> _Records supplied_

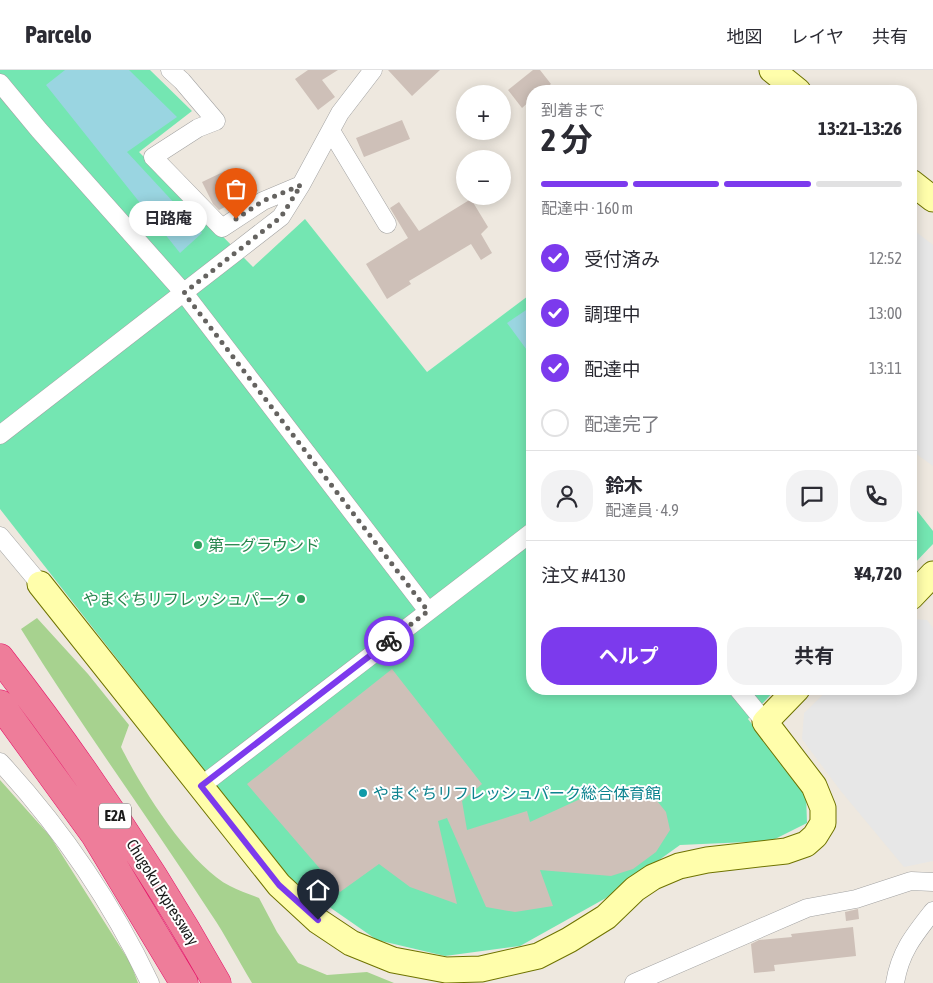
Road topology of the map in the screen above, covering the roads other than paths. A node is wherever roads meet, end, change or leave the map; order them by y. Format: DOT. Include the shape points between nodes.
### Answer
graph roads {
  1 [pos="170,70"];
  2 [pos="373,70"];
  3 [pos="772,70"];
  4 [pos="0,83"];
  5 [pos="791,85"];
  6 [pos="331,130"];
  7 [pos="301,185"];
  8 [pos="917,187"];
  9 [pos="933,199"];
  10 [pos="387,224"];
  11 [pos="184,293"];
  12 [pos="0,435"];
  13 [pos="0,536"];
  14 [pos="526,537"];
  15 [pos="933,574"];
  16 [pos="40,584"];
  17 [pos="917,591"];
  18 [pos="428,611"];
  19 [pos="0,658"];
  20 [pos="743,695"];
  21 [pos="792,695"];
  22 [pos="0,704"];
  23 [pos="765,722"];
  24 [pos="0,762"];
  25 [pos="201,786"];
  26 [pos="933,882"];
  27 [pos="933,911"];
  28 [pos="150,983"];
  29 [pos="184,983"];
  30 [pos="217,983"];
  31 [pos="634,983"];
  32 [pos="895,983"];
  1 -- 7 [label="street" via="216,121 198,128 153,157 222,228 263,201"];
  2 -- 6 [label="street"];
  3 -- 5 [label="street"];
  4 -- 11 [label="street"];
  6 -- 7 [label="street"];
  6 -- 10 [label="street"];
  7 -- 11 [label="street" via="281,217"];
  8 -- 9 [label="street"];
  11 -- 12 [label="street"];
  11 -- 18 [label="street"];
  13 -- 16 [label="street"];
  14 -- 18 [label="street"];
  15 -- 17 [label="street"];
  16 -- 25 [label="street"];
  18 -- 25 [label="street"];
  19 -- 30 [label="highway, Chugoku Expressway / E2A" via="118,820"];
  20 -- 23 [label="street"];
  21 -- 23 [label="street"];
  22 -- 29 [label="highway, Chugoku Expressway / E2A" via="95,835"];
  23 -- 25 [label="street" via="814,786 822,808 823,823 806,844 786,851 679,866 635,889 606,917 570,940 538,956 482,969 446,970 393,960 351,943 318,920 279,885"];
  24 -- 28 [label="street" via="64,840 138,957"];
  26 -- 31 [label="street" via="911,881 856,899 807,908"];
  27 -- 32 [label="street" via="908,944 898,966"];
}
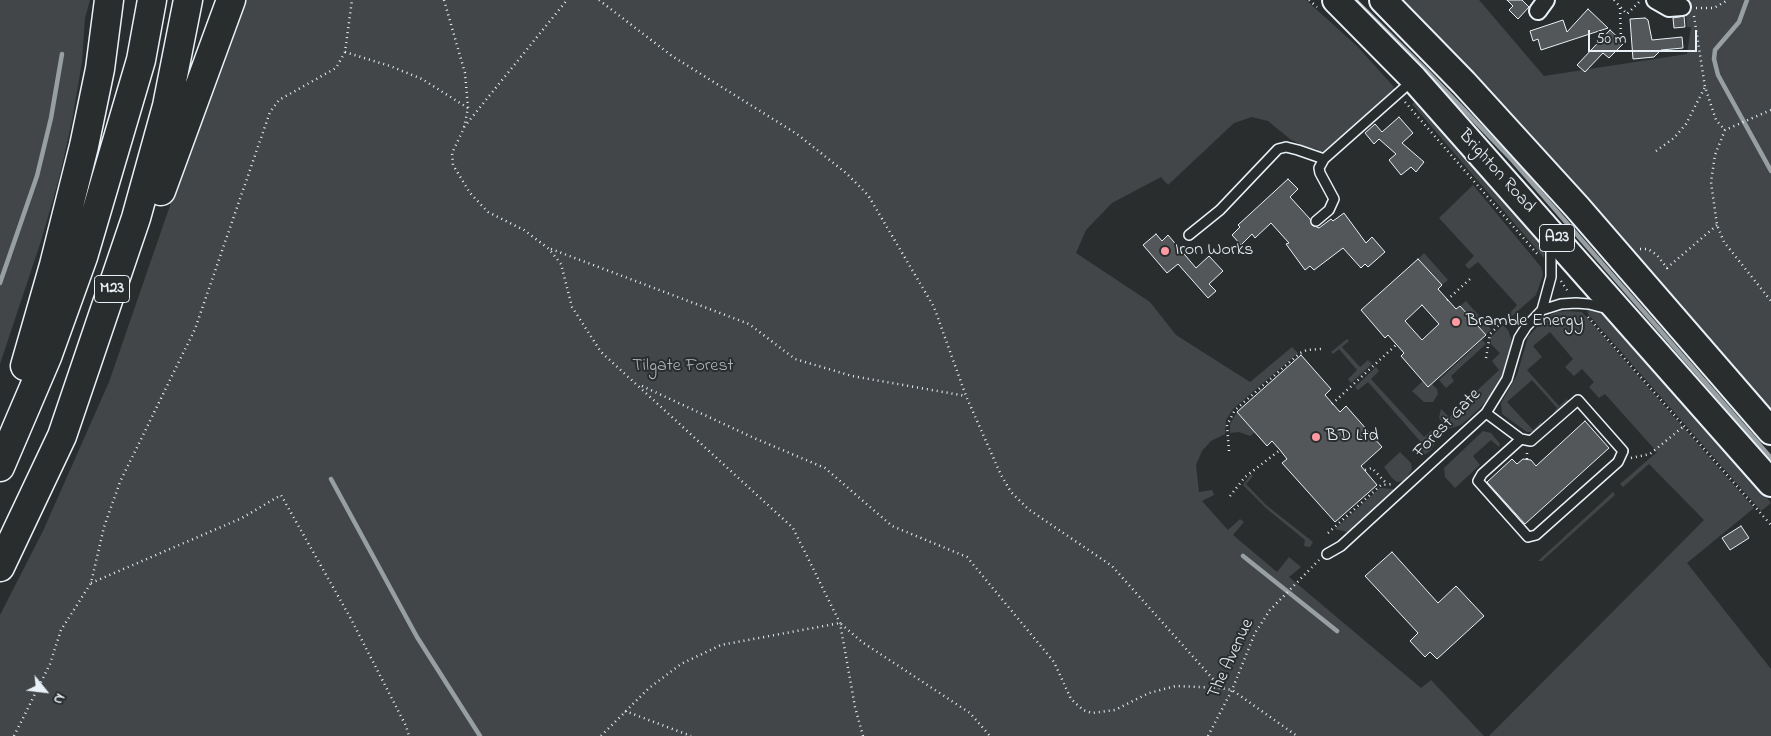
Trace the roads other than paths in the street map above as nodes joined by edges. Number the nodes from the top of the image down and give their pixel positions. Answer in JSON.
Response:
{"nodes":[{"id":1,"x":109,"y":0,"type":"edge"},
{"id":2,"x":152,"y":0,"type":"edge"},
{"id":3,"x":188,"y":0,"type":"edge"},
{"id":4,"x":231,"y":0,"type":"edge"},
{"id":5,"x":1336,"y":0,"type":"edge"},
{"id":6,"x":1384,"y":0,"type":"edge"},
{"id":7,"x":1655,"y":0,"type":"edge"},
{"id":8,"x":1688,"y":11,"type":"road end"},
{"id":9,"x":1414,"y":79,"type":"junction"},
{"id":10,"x":1324,"y":159,"type":"junction"},
{"id":11,"x":1316,"y":221,"type":"dead end"},
{"id":12,"x":1551,"y":231,"type":"junction"},
{"id":13,"x":1189,"y":235,"type":"dead end"},
{"id":14,"x":1542,"y":310,"type":"junction"},
{"id":15,"x":1624,"y":314,"type":"junction"},
{"id":16,"x":1486,"y":413,"type":"junction"},
{"id":17,"x":1771,"y":431,"type":"edge"},
{"id":18,"x":62,"y":436,"type":"junction"},
{"id":19,"x":1521,"y":439,"type":"junction"},
{"id":20,"x":0,"y":446,"type":"edge"},
{"id":21,"x":0,"y":467,"type":"edge"},
{"id":22,"x":1771,"y":483,"type":"edge"},
{"id":23,"x":1327,"y":554,"type":"road end"},
{"id":24,"x":0,"y":567,"type":"edge"}],
"edges":[{"from":1,"to":20,"type":"highway"},
{"from":2,"to":21,"type":"highway","number":"M23"},
{"from":3,"to":18,"type":"highway","number":"M23"},
{"from":4,"to":18,"type":"highway","number":"M23"},
{"from":5,"to":9,"type":"main road","name":"Brighton Road","number":"A23"},
{"from":6,"to":17,"type":"main road","name":"Brighton Road","number":"A23"},
{"from":7,"to":8,"type":"street"},
{"from":9,"to":10,"type":"lane"},
{"from":9,"to":12,"type":"main road","name":"Brighton Road","number":"A23"},
{"from":10,"to":11,"type":"lane"},
{"from":10,"to":13,"type":"lane"},
{"from":12,"to":14,"type":"lane"},
{"from":12,"to":15,"type":"main road","name":"Brighton Road","number":"A23"},
{"from":14,"to":15,"type":"lane"},
{"from":14,"to":16,"type":"lane","name":"Forest Gate"},
{"from":15,"to":22,"type":"main road","name":"Brighton Road","number":"A23"},
{"from":16,"to":19,"type":"lane"},
{"from":16,"to":23,"type":"lane","name":"Forest Gate"},
{"from":18,"to":24,"type":"highway","number":"M23"},
{"from":19,"to":19,"type":"lane"}]}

> _What you are asked to do_
Would you please filter the lines above and copy every one that includes "other"?

> _Answer space_
Road topology of the map in the screen above, covering the roads other than paths. A node is wherever roads meet, end, change or leave the map; order them by y. Format: DOT. Include the shape points between nodes.
Trace the roads other than paths in the street map above as nodes joined by edges. Number the nodes from the top of the image down and give their pixel positions. Answer in JSON.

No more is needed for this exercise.